What would make me override this entirely? The oversight loop exists because some things can’t be delegated. Knowing your own override conditions before you see the output is the difference between judgment and reaction.
These are the design practice applied one layer down.
/loop is already for you
The loop stack wasn’t created for designers. It was built by people thinking about how to architect reliable AI systems. The role they reserved at the top of the stack, the one they labeled “you should live here,” is a designer’s role.
It requires taste. It requires the ability to hold a quality bar under pressure. It requires knowing what the humans on the other end of this system need, and being willing to say when the output doesn’t meet it.

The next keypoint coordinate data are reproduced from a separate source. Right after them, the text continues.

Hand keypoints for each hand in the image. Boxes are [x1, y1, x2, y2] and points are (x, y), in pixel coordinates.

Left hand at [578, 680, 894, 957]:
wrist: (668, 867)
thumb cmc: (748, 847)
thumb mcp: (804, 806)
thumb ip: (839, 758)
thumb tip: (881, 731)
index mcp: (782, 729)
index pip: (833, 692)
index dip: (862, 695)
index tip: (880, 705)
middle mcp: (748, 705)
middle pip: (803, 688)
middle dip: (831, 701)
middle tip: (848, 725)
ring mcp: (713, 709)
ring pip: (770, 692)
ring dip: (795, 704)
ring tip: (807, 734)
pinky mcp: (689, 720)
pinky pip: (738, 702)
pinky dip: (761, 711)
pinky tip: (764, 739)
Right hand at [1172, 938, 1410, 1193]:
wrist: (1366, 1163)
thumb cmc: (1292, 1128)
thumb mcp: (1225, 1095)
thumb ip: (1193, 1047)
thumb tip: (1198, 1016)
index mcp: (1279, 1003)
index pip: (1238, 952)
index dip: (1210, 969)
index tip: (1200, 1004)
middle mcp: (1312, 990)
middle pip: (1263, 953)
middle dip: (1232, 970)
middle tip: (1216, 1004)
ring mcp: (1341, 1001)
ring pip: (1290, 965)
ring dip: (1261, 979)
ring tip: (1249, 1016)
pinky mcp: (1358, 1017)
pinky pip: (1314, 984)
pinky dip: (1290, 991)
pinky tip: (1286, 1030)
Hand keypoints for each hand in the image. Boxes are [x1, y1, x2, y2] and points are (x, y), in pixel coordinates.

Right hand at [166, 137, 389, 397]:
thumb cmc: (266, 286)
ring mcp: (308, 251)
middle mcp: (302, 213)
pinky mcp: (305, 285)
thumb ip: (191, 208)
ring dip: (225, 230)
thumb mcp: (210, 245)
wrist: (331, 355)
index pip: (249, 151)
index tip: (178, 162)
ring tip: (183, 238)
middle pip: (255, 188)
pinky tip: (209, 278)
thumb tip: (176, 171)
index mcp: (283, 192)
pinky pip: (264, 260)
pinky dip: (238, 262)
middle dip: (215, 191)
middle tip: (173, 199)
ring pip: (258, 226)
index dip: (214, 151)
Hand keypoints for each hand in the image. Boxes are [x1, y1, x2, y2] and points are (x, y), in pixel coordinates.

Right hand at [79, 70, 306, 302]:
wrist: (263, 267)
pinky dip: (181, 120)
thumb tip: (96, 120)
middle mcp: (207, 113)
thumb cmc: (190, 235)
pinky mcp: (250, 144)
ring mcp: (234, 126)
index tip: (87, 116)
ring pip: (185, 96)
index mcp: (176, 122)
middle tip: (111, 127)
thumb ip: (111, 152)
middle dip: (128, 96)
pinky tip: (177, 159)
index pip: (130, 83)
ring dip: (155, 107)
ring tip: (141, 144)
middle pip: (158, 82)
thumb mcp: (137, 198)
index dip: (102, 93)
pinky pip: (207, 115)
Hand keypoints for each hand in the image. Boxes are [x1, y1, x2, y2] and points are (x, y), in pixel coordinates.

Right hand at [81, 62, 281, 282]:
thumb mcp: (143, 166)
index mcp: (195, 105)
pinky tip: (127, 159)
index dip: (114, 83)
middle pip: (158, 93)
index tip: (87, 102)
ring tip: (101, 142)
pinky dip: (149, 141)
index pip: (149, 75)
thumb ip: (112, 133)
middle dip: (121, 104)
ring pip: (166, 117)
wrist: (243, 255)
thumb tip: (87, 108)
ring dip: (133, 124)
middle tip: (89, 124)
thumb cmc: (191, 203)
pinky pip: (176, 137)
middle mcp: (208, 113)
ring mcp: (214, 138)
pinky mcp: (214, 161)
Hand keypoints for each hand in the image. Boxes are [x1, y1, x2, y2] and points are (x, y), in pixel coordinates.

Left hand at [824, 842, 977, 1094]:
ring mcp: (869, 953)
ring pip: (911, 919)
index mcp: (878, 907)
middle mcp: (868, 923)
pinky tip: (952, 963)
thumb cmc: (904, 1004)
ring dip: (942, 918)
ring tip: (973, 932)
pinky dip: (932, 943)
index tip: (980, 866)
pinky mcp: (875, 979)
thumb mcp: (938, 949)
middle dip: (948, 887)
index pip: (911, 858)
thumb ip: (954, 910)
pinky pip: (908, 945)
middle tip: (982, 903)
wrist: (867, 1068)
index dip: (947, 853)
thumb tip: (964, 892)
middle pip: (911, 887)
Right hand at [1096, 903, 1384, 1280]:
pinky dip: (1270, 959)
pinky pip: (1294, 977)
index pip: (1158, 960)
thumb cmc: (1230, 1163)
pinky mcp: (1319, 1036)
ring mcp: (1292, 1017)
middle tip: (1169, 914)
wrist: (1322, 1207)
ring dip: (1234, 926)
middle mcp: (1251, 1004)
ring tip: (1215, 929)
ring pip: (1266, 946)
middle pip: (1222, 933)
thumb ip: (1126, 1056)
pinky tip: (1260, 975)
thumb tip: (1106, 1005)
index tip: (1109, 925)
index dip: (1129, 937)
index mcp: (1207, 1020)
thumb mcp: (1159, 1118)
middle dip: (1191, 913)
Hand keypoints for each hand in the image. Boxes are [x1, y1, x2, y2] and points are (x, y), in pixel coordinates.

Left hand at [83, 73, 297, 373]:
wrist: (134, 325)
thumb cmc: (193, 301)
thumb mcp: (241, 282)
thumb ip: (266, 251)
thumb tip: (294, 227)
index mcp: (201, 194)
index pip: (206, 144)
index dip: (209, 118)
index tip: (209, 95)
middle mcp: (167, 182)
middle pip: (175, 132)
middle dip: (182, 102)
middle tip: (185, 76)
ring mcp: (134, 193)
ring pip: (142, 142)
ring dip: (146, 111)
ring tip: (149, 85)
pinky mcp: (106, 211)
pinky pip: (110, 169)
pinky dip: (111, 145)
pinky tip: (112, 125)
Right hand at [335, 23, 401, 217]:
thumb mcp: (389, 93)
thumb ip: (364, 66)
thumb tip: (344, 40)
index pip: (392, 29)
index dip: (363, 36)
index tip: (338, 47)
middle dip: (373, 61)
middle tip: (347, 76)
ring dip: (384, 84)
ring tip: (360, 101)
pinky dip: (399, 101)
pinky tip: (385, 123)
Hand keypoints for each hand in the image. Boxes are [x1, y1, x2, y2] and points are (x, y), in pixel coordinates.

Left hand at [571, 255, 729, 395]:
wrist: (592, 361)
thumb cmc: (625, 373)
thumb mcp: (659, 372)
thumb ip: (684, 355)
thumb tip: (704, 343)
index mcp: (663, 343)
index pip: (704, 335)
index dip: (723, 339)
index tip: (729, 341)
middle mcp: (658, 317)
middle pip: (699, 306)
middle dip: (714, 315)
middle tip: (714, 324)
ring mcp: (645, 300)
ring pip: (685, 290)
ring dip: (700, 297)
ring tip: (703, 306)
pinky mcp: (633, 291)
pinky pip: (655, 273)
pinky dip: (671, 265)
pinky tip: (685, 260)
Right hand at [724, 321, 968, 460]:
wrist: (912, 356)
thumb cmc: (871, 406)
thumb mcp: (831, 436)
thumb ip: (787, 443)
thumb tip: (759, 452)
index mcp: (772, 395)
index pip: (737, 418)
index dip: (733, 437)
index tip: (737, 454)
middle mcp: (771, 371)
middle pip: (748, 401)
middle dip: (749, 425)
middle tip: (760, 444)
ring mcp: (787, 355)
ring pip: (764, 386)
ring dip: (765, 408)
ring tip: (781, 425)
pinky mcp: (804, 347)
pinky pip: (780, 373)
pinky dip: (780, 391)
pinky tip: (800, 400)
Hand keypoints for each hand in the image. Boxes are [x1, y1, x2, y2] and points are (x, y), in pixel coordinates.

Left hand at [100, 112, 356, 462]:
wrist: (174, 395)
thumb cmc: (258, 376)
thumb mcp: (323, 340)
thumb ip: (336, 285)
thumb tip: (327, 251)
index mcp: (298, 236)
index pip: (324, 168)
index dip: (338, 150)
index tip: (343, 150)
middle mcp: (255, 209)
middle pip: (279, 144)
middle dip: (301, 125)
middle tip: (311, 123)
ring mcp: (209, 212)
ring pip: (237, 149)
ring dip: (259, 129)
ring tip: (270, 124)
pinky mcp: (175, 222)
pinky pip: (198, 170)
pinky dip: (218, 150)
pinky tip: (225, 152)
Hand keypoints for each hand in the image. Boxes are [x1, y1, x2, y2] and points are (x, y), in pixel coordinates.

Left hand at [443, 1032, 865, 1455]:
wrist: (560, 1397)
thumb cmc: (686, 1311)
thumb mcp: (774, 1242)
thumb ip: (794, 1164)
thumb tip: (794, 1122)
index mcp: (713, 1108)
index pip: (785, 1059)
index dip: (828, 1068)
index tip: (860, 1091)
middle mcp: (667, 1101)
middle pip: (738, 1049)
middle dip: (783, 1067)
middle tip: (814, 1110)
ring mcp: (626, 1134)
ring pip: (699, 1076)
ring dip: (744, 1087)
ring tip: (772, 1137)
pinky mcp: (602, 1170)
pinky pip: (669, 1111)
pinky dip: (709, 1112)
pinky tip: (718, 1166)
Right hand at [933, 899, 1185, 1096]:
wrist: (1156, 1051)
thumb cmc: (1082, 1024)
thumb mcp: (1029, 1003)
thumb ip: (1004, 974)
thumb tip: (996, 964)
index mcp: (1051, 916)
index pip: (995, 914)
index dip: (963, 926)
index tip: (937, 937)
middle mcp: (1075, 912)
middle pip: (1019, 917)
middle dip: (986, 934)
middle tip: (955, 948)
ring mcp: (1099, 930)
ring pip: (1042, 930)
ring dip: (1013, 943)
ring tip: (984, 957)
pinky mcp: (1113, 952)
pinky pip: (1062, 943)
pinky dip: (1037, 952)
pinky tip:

The most interesting conversations shaping this era of AI are happening in rooms designers don't usually enter, in communities we haven't typically joined. That needs to change. Show up at the AI engineering conferences. Show up at the AI science ones. Make sure design has a voice in the room, and is learning in real time alongside everyone else.





Loops are an interesting concept. I like your framing for a UX audience. I’ve been having success with loops for certain tasks such as running a competitor design audit. Getting the orchestrator agent to give feedback, based on predetermined criteria, to the sub agents who are doing the audit. Then keep looping, I’ve found looping 3 times elicits good results . I’ll try giving it exit criteria, although that’s the hard part haha.
Brilliant and timely article. I have become sort of skeptical or maybe better said feeling that 'we' are collectively overhyping loops as they are a new articulation of what was our human manual process. Over the past month I've been asking everyone I know who builds software to define them for fear I missed something. But understanding the concept and putting it into practice are different challenges. Thanks for showing us the way.